Reproduce the section of the listing that begins at the line containing "static void spaced_text(double" and finishes at the line containing "cairo_set_miter_limit(ctx, 4);". Include both end lines and nothing beyond them.

# SOURCE MATERIAL
....

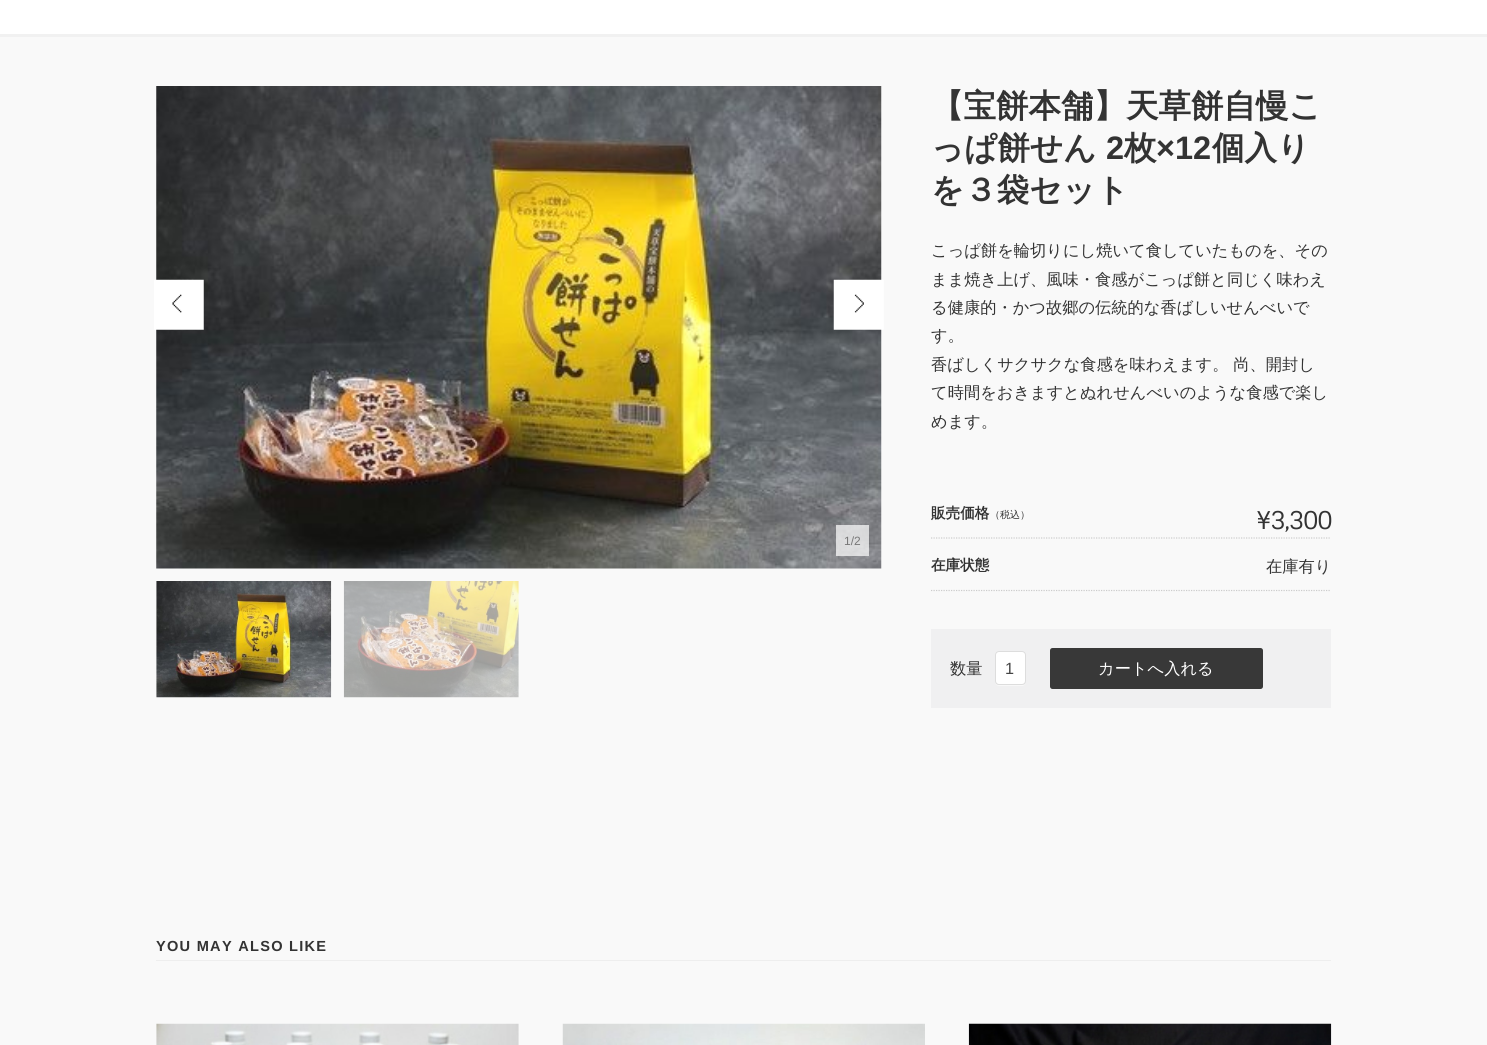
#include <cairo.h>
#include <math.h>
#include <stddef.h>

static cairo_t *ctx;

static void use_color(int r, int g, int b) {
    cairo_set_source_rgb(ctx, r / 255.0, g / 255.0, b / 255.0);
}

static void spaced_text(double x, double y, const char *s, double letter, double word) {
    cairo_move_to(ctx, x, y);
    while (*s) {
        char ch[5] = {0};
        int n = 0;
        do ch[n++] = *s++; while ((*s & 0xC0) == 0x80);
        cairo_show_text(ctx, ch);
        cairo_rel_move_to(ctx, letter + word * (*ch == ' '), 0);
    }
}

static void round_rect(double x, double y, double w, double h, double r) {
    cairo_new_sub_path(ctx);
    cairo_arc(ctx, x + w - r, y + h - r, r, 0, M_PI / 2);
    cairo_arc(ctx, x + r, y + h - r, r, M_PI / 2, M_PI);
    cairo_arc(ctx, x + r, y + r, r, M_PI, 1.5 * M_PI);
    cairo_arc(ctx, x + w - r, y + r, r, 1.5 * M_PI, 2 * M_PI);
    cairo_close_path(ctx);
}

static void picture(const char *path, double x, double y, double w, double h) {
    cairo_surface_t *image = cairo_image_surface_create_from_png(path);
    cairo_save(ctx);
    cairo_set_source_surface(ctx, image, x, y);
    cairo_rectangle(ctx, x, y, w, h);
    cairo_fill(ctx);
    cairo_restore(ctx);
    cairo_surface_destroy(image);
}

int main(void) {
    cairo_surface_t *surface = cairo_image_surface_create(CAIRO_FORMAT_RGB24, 1487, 1045);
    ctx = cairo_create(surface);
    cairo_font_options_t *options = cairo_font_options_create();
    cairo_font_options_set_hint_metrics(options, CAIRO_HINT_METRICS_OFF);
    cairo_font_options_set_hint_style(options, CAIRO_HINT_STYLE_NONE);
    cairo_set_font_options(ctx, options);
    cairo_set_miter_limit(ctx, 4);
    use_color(249, 249, 249);
    cairo_paint(ctx);
    use_color(255, 255, 255);
    cairo_rectangle(ctx, 0, 0, 1487, 34);
    cairo_fill(ctx);
    use_color(241, 241, 241);
    cairo_rectangle(ctx, 0, 34, 1487, 3);
    cairo_fill(ctx);
    picture("img1.png", 156, 86, 726, 483);
    picture("img2.png", 154, 279, 50, 51);
    picture("img3.png", 833, 279, 51, 51);
    cairo_set_source_rgba(ctx, 1, 1, 1, 0.7);
    cairo_rectangle(ctx, 836, 525, 33, 31);
    cairo_fill(ctx);
    cairo_select_font_face(ctx, "Liberation Sans", CAIRO_FONT_SLANT_NORMAL, CAIRO_FONT_WEIGHT_NORMAL);
    cairo_set_font_size(ctx, 12);
    use_color(119, 119, 119);
    cairo_move_to(ctx, 844, 545);
    cairo_show_text(ctx, "1/2");
    picture("img4.png", 156, 581, 176, 117);
    picture("img5.png", 343, 581, 176, 117);
    cairo_select_font_face(ctx, "WenQuanYi Zen Hei", CAIRO_FONT_SLANT_NORMAL, CAIRO_FONT_WEIGHT_BOLD);
    cairo_set_font_size(ctx, 32.5);
    use_color(51, 51, 51);
    cairo_move_to(ctx, 931, 117);
    cairo_show_text(ctx, "【宝餅本舗】天草餅自慢こ");
    cairo_move_to(ctx, 931, 159);
    cairo_show_text(ctx, "っぱ餅せん");
    cairo_select_font_face(ctx, "Liberation Sans", CAIRO_FONT_SLANT_NORMAL, CAIRO_FONT_WEIGHT_BOLD);
    cairo_move_to(ctx, 1106, 159);
    cairo_show_text(ctx, "2");
    cairo_select_font_face(ctx, "WenQuanYi Zen Hei", CAIRO_FONT_SLANT_NORMAL, CAIRO_FONT_WEIGHT_BOLD);
    cairo_move_to(ctx, 1124, 159);
    cairo_show_text(ctx, "枚");
    cairo_select_font_face(ctx, "Liberation Sans", CAIRO_FONT_SLANT_NORMAL, CAIRO_FONT_WEIGHT_BOLD);
    cairo_move_to(ctx, 1156, 159);
    cairo_show_text(ctx, "×12");
    cairo_select_font_face(ctx, "WenQuanYi Zen Hei", CAIRO_FONT_SLANT_NORMAL, CAIRO_FONT_WEIGHT_BOLD);
    cairo_move_to(ctx, 1212, 159);
    cairo_show_text(ctx, "個入り");
    cairo_move_to(ctx, 931, 201);
    cairo_show_text(ctx, "を３袋セット");
    cairo_select_font_face(ctx, "WenQuanYi Zen Hei Medium", CAIRO_FONT_SLANT_NORMAL, CAIRO_FONT_WEIGHT_NORMAL);
    cairo_set_font_size(ctx, 16.25);
    cairo_move_to(ctx, 931, 256);
    cairo_show_text(ctx, "こっぱ餅を輪切りにし焼いて食していたものを、その");
    cairo_move_to(ctx, 931, 285);
    cairo_show_text(ctx, "まま焼き上げ、風味・食感がこっぱ餅と同じく味わえ");
    cairo_move_to(ctx, 931, 313);
    cairo_show_text(ctx, "る健康的・かつ故郷の伝統的な香ばしいせんべいで");
    cairo_move_to(ctx, 931, 341);
    cairo_show_text(ctx, "す。");
    cairo_move_to(ctx, 931, 370);
    cairo_show_text(ctx, "香ばしくサクサクな食感を味わえます。 尚、開封し");
    cairo_move_to(ctx, 931, 398);
    cairo_show_text(ctx, "て時間をおきますとぬれせんべいのような食感で楽し");
    cairo_move_to(ctx, 931, 427);
    cairo_show_text(ctx, "めます。");
    cairo_new_path(ctx);
    cairo_move_to(ctx, 931, 538);
    cairo_line_to(ctx, 1331, 538);
    use_color(204, 204, 204);
    cairo_set_line_width(ctx, 1.2);
    cairo_set_dash(ctx, (double[]){1.25, 1.25}, 2, 0);
    cairo_stroke(ctx);
    cairo_select_font_face(ctx, "WenQuanYi Zen Hei", CAIRO_FONT_SLANT_NORMAL, CAIRO_FONT_WEIGHT_BOLD);
    cairo_set_font_size(ctx, 14.6);
    use_color(51, 51, 51);
    cairo_move_to(ctx, 931, 518);
    cairo_show_text(ctx, "販売価格");
    cairo_select_font_face(ctx, "WenQuanYi Zen Hei Medium", CAIRO_FONT_SLANT_NORMAL, CAIRO_FONT_WEIGHT_NORMAL);
    cairo_set_font_size(ctx, 10);
    cairo_move_to(ctx, 990, 518);
    cairo_show_text(ctx, "（税込）");
    cairo_select_font_face(ctx, "Sintony", CAIRO_FONT_SLANT_NORMAL, CAIRO_FONT_WEIGHT_NORMAL);
    cairo_set_font_size(ctx, 24.5);
    spaced_text(1256, 529, "¥3,300", -1.25, 0);
    cairo_new_path(ctx);
    cairo_move_to(ctx, 931, 590.5);
    cairo_line_to(ctx, 1331, 590.5);
    use_color(204, 204, 204);
    cairo_stroke(ctx);
    cairo_select_font_face(ctx, "WenQuanYi Zen Hei", CAIRO_FONT_SLANT_NORMAL, CAIRO_FONT_WEIGHT_BOLD);
    cairo_set_font_size(ctx, 14.6);
    use_color(51, 51, 51);
    cairo_move_to(ctx, 931, 570);
    cairo_show_text(ctx, "在庫状態");
    cairo_select_font_face(ctx, "WenQuanYi Zen Hei Medium", CAIRO_FONT_SLANT_NORMAL, CAIRO_FONT_WEIGHT_NORMAL);
    cairo_set_font_size(ctx, 16.25);
    cairo_move_to(ctx, 1266, 572);
    cairo_show_text(ctx, "在庫有り");
    use_color(240, 240, 241);
    cairo_rectangle(ctx, 931, 629, 400, 79);
    cairo_fill(ctx);
    use_color(51, 51, 51);
    cairo_move_to(ctx, 950, 674);
    cairo_show_text(ctx, "数量");
    use_color(248, 248, 248);
    cairo_new_path(ctx);
    cairo_move_to(ctx, 995, 681);
    cairo_line_to(ctx, 995, 682);
    cairo_curve_to(ctx, 995, 684, 997, 686, 999, 686);
    cairo_line_to(ctx, 1022, 686);
    cairo_curve_to(ctx, 1024, 686, 1025.5, 684.5, 1026, 683);
    cairo_curve_to(ctx, 1025.5, 684, 1024, 685, 1022.5, 685);
    cairo_line_to(ctx, 999, 685);
    cairo_curve_to(ctx, 996.5, 685, 995, 683.5, 995, 681);
    cairo_close_path(ctx);
    cairo_fill(ctx);
    use_color(255, 255, 255);
    round_rect(995.5, 651.5, 30, 33, 3.5);
    cairo_fill_preserve(ctx);
    use_color(221, 221, 221);
    cairo_set_line_width(ctx, 1);
    cairo_set_dash(ctx, NULL, 0, 0);
    cairo_stroke(ctx);
    cairo_select_font_face(ctx, "Liberation Sans", CAIRO_FONT_SLANT_NORMAL, CAIRO_FONT_WEIGHT_NORMAL);
    use_color(68, 68, 68);
    spaced_text(1005, 674, "1", 1.25, 0);
    use_color(56, 56, 56);
    round_rect(1050, 648, 213, 41, 2.5);
    cairo_fill(ctx);
    cairo_select_font_face(ctx, "WenQuanYi Zen Hei Medium", CAIRO_FONT_SLANT_NORMAL, CAIRO_FONT_WEIGHT_NORMAL);
    use_color(255, 255, 255);
    cairo_move_to(ctx, 1098, 674);
    cairo_show_text(ctx, "カートへ入れる");
    use_color(238, 238, 238);
    cairo_rectangle(ctx, 156, 960, 1175, 1);
    cairo_fill(ctx);
    cairo_select_font_face(ctx, "Liberation Sans", CAIRO_FONT_SLANT_NORMAL, CAIRO_FONT_WEIGHT_BOLD);
    cairo_set_font_size(ctx, 14.6);
    use_color(51, 51, 51);
    spaced_text(156, 951, "YOU MAY ALSO LIKE", 1.25, 0);
    picture("img6.png", 156, 1023, 363, 22);
    picture("img7.png", 562, 1023, 363, 22);
    picture("img8.png", 968, 1023, 364, 22);
    cairo_surface_write_to_png(surface, "result.png");
    cairo_font_options_destroy(options);
    cairo_destroy(ctx);
    cairo_surface_destroy(surface);
    return 0;
}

....

# EXERCISE RESULT
static void spaced_text(double x, double y, const char *s, double letter, double word) {
    cairo_move_to(ctx, x, y);
    while (*s) {
        char ch[5] = {0};
        int n = 0;
        do ch[n++] = *s++; while ((*s & 0xC0) == 0x80);
        cairo_show_text(ctx, ch);
        cairo_rel_move_to(ctx, letter + word * (*ch == ' '), 0);
    }
}

static void round_rect(double x, double y, double w, double h, double r) {
    cairo_new_sub_path(ctx);
    cairo_arc(ctx, x + w - r, y + h - r, r, 0, M_PI / 2);
    cairo_arc(ctx, x + r, y + h - r, r, M_PI / 2, M_PI);
    cairo_arc(ctx, x + r, y + r, r, M_PI, 1.5 * M_PI);
    cairo_arc(ctx, x + w - r, y + r, r, 1.5 * M_PI, 2 * M_PI);
    cairo_close_path(ctx);
}

static void picture(const char *path, double x, double y, double w, double h) {
    cairo_surface_t *image = cairo_image_surface_create_from_png(path);
    cairo_save(ctx);
    cairo_set_source_surface(ctx, image, x, y);
    cairo_rectangle(ctx, x, y, w, h);
    cairo_fill(ctx);
    cairo_restore(ctx);
    cairo_surface_destroy(image);
}

int main(void) {
    cairo_surface_t *surface = cairo_image_surface_create(CAIRO_FORMAT_RGB24, 1487, 1045);
    ctx = cairo_create(surface);
    cairo_font_options_t *options = cairo_font_options_create();
    cairo_font_options_set_hint_metrics(options, CAIRO_HINT_METRICS_OFF);
    cairo_font_options_set_hint_style(options, CAIRO_HINT_STYLE_NONE);
    cairo_set_font_options(ctx, options);
    cairo_set_miter_limit(ctx, 4);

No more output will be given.